**EXERCISE**
Search the entries below for the line containing "index tip: (403, 280)"; from there to the end, return every line exactly and add nothing.
* * * *
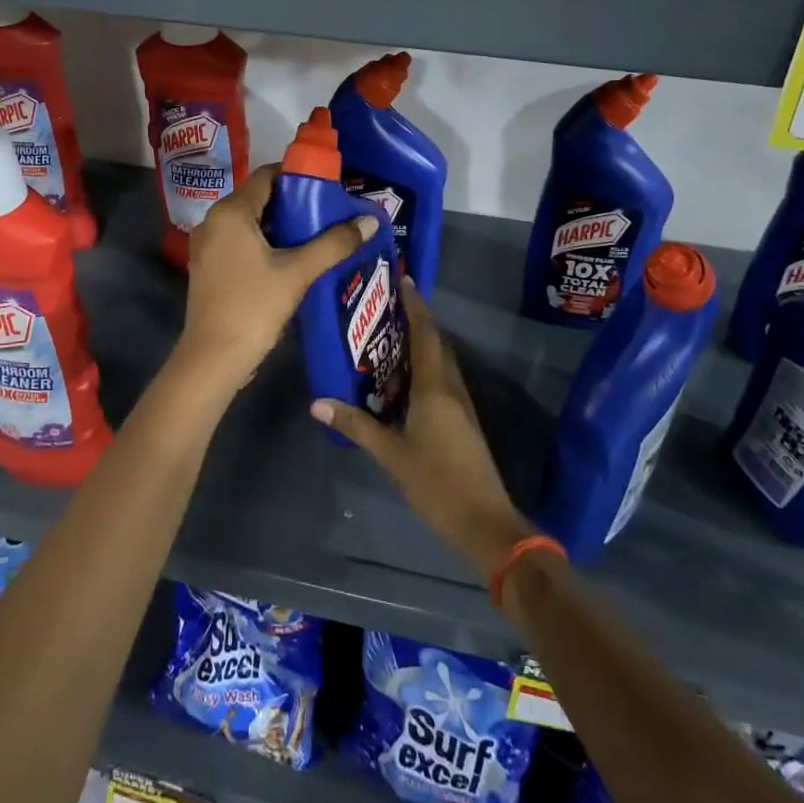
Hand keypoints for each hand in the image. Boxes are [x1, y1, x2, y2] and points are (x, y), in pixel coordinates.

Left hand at [174, 164, 378, 394]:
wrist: (213, 358)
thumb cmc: (254, 307)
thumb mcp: (299, 272)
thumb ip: (334, 243)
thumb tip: (371, 221)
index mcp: (231, 212)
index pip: (267, 176)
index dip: (299, 176)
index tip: (330, 186)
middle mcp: (213, 221)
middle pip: (260, 199)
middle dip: (295, 203)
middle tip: (331, 212)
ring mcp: (208, 246)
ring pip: (251, 223)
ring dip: (282, 226)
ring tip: (318, 234)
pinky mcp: (209, 268)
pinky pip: (241, 243)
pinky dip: (266, 244)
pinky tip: (293, 259)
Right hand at [313, 279, 534, 579]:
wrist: (485, 522)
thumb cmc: (436, 483)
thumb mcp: (391, 455)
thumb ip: (357, 426)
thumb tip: (318, 402)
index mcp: (435, 388)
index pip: (425, 335)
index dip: (415, 306)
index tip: (403, 280)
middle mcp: (451, 388)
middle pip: (436, 344)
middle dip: (417, 320)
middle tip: (388, 306)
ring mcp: (461, 406)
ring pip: (441, 363)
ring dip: (422, 345)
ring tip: (390, 337)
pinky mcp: (463, 422)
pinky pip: (442, 382)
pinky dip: (424, 370)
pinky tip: (403, 382)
* * * *
**ANSWER BOX**
index tip: (403, 280)
middle mcp: (451, 388)
middle pip: (436, 344)
middle dip: (417, 320)
middle tip: (388, 306)
ring mcp: (461, 406)
ring pip: (441, 363)
ring dip: (422, 345)
ring tip: (390, 337)
pinky mcp: (463, 422)
pinky pip: (442, 382)
pinky dip: (424, 370)
pinky tip: (403, 382)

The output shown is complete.